Then, the inductive write head element including an insulation layer 47, a backing coil layer 48, a backing coil insulation layer 49, a main pole layer 50, an insulation gap layer 51, a write coil layer 52, a write coil insulation layer 53 and an auxiliary pole layer 54 is formed on the nonmagnetic intermediate layer 46 (Step S33). The inductive write head element in this embodiment has a perpendicular magnetic recording structure. However, it will be apparent that an inductive write head element having a horizontal or in-plane magnetic recording structure can be used. It will be also apparent that the perpendicular magnetic recording structure of the inductive write head element is not limited to the structure shown in FIG. 4 but instead any of various other structures can be used.

The insulation layer 47 is formed by depositing an insulation material such as Al₂O₃ or SiO₂ for example on the nonmagnetic intermediate layer 46 by using a sputtering method, for example. The upper surface of the insulating layer 47 is planarized by CMP, for example, as required. Formed on the insulation layer 47 is the baking coil layer 48 of a conductive material such as copper (Cu) by using such as a frame plating method for example to have a thickness of about 1 to 5 μm. The purpose of the backing coil layer 48 is to guide a write magnetic flux so as to prevent adjacent track erasure (ATE). The backing coil insulation layer 49 is formed to have a thickness of about 0.5 to 7 μm by photolithography a thermoset novolac resist so as to cover the backing coil layer 48.

The main magnetic pole layer 50 is formed on the backing coil insulation layer 49. The main magnetic pole layer 50 acts as a magnetic path for converging and guiding a magnetic flux induced by the write coil layer 52 to a perpendicular recording layer of a magnetic disk on which data is to be written.
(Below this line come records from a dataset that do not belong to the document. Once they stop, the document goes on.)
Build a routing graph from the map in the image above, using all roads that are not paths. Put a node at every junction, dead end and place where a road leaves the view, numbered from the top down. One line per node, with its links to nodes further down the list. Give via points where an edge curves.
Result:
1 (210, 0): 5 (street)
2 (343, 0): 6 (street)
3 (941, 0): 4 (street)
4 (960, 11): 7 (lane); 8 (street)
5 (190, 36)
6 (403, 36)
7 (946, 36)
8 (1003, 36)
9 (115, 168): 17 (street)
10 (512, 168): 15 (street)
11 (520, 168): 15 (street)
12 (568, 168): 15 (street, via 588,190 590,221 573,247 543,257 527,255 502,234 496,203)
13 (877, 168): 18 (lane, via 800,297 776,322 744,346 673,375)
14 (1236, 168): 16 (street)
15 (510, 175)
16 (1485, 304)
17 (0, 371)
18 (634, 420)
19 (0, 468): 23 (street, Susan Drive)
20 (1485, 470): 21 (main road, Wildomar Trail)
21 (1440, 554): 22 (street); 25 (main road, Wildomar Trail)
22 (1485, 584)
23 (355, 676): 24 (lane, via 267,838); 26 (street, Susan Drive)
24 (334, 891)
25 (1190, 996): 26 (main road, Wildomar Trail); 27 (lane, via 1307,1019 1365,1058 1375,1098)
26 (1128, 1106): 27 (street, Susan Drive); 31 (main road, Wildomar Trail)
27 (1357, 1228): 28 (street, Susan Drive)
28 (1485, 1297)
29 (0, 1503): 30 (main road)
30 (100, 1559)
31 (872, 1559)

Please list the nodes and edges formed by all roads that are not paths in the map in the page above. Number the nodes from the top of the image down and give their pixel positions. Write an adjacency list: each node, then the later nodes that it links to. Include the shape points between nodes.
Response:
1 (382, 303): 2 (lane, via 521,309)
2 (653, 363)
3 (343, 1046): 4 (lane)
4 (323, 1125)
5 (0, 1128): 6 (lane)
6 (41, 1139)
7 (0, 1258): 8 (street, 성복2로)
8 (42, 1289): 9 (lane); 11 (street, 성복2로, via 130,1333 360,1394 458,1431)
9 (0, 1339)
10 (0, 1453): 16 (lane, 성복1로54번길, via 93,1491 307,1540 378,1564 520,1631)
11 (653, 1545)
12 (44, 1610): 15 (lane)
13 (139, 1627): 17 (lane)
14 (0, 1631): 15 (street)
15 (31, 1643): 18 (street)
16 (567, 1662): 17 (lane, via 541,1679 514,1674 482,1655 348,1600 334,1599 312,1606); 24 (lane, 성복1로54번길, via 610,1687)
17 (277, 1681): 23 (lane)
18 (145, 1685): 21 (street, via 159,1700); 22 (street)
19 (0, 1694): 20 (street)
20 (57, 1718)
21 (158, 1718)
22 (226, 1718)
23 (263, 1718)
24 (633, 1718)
The main magnetic pole layer 50 is made of a metal magnetic material such as nickel iron (NiFe), cobalt iron (CoFe), iron nickel cobalt (FeNiCo), iron aluminum silicide (FeAlSi), iron nitride (FeN), iron zirconium nitride (FeZrN), iron tantalum nitride (FeTaN), cobalt zirconium niobium (CoZrNb) or cobalt zirconium tantalum (CoZrTa), or a multi-layered film including these to have a thickness of about 0.5 to 3 μm by such as a frame plating method.

The insulation gap layer 51 is formed on the main magnetic pole layer 50 by depositing an insulating film of a material such as Al₂O₃ or SiO₂ by using such as a sputtering method. Formed on the insulation gap layer 51 is the write coil insulation layer 53 of a thermoset novolac resist for example with a thickness of about 0.5 to 7 μm. The write coil layer 52 of a conductive material such as Cu with a thickness of about 1 to 5 μm is formed inside the write coil insulation layer 53 by such as a frame plating method.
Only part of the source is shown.